TubeCrush Connected Intimacies

Funder

British Academy

Total value of project

£5,548.78

Project team

Duration of project

01/05/17 - 31/01/2019

Project overview

The TubeCrush as Connected Intimacies project aimed to explore the website TubeCrush, which allows people to take and share unsolicited images of attractive men on the London Underground. From this website, the project sought to study how such a practice is shaped by desire, digital culture, masculinity, and the urban space of the major financial city of London.

We enacted in a ‘mobile methodology’, following TubeCrush on and offline. The research conducted included a sustained analysis of the TubeCrush website, alongside Tube-based interviews with TubeCrush users and people who had been photographed and posted onto TubeCrush, and an interview with the TubeCrush founder. A significant amount of data was produced through the project featuring in The Daily Mail, which created substantial discussion in the comments section (2,400 comments). In addition, the project followed TubeCrush along lines of wider social issues, including: feminist activism and uses of public space (e.g. #manspreading); antifeminist sentiment and accounts of ‘reverse sexism’; concerns with privacy and non-consensual image capture; and emotion (especially desire) in large, urban and busy spaces. To conceptualize our understanding of TubeCrush, we theorized the creation of a ‘postfeminist intimate public’, where attractions to particular ideals of masculinity are shared as insider knowledge. Empirical evidence for this included material collected from the project website, where a dominant feature of the men appearing on TubeCrush is their adherence to normative notions of desirable masculinity, i.e. white, wealthy, abled bodied, and often either wearing a suit or on the way to the gym. The project has understood this in the context of both the problematizing of financial masculinities in the ‘era of austerity’, and the critique of ‘masculine strength’ by the feminist movement. Thus, the research we have conducted has suggested that TubeCrush neutralizes the politics of men’s image, especially through humor. A further line of inquiry in the project has been developed in line with current directions in human geography, especially given the interaction between digital culture, the on and offline and the urban space of the Tube for enabling the taking and sharing of non-consensual image capture.

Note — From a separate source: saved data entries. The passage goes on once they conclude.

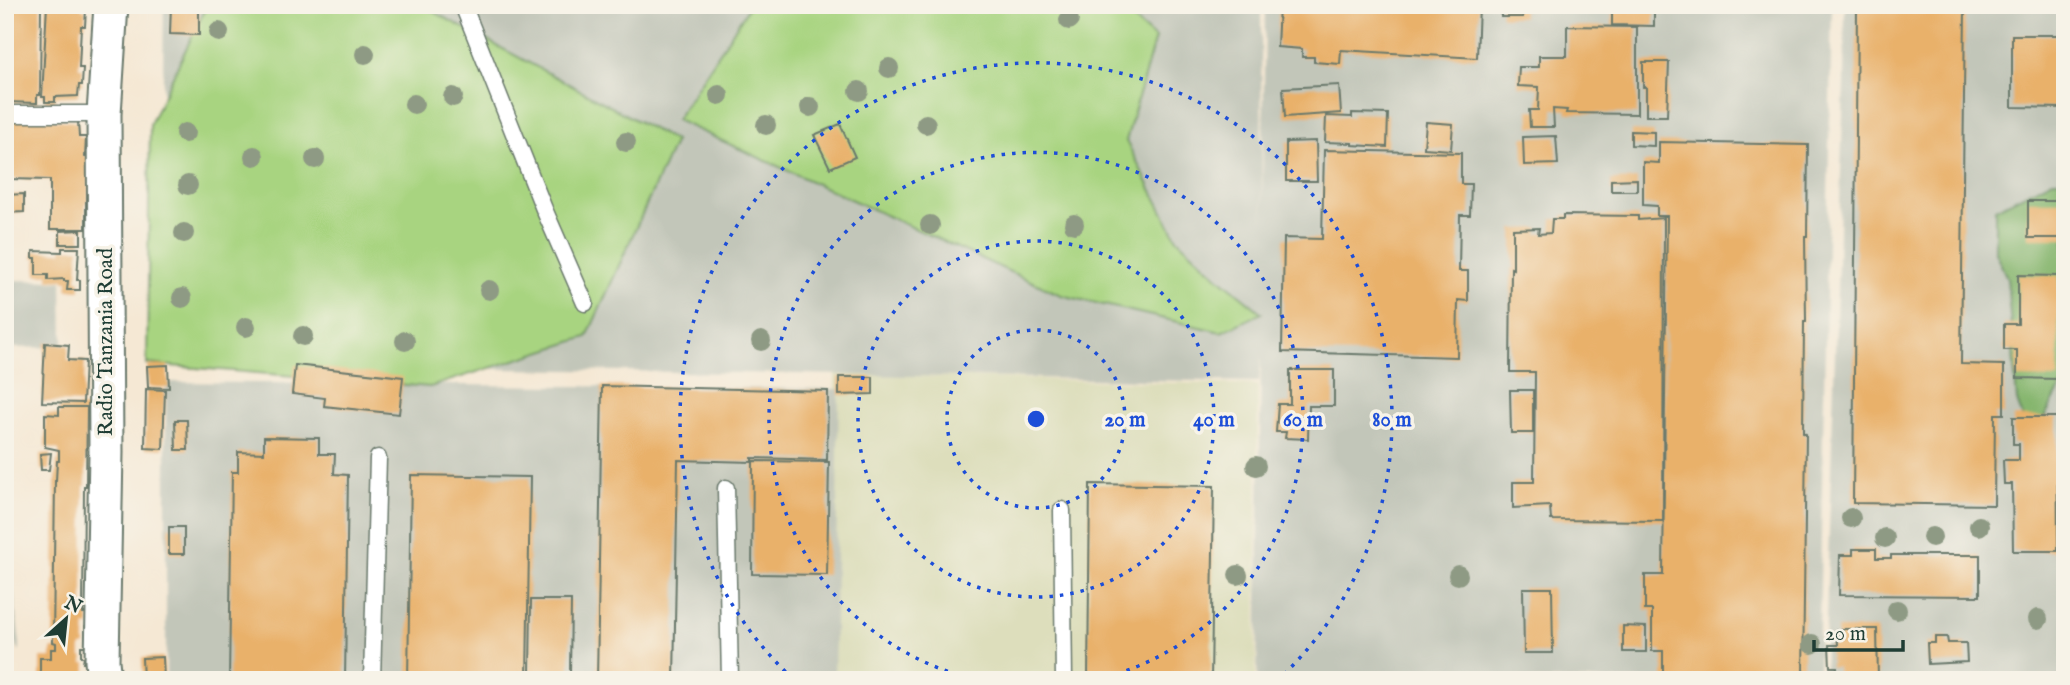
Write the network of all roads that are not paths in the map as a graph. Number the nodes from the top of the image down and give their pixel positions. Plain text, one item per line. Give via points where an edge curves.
1 (111, 5) edge
2 (463, 5) edge
3 (5, 114) edge
4 (104, 114) junction
5 (585, 303) dead end
6 (378, 458) dead end
7 (726, 488) dead end
8 (1062, 510) dead end
9 (104, 680) edge
10 (372, 680) edge
11 (730, 680) edge
12 (1063, 680) edge

1 - 4 street, Radio Tanzania Road
2 - 5 lane
3 - 4 lane
4 - 9 street, Radio Tanzania Road
6 - 10 lane
7 - 11 lane
8 - 12 lane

The project concluded with an end of award event, where different lines of inquiry in the TubeCrush project were tied to other academic research to create a wider network of ideas. The end of award event included research on: social media and selfies; the mobile phone as an object of comfort; nomadic methodology; and research on women’s experience of advertising in public space (including on the Tube). In addition, the event incorporated two workshops: 1) Lego Serious Play, with models on gendered experiences in public space, and 2) an open café discussion on future research directions/collaborations.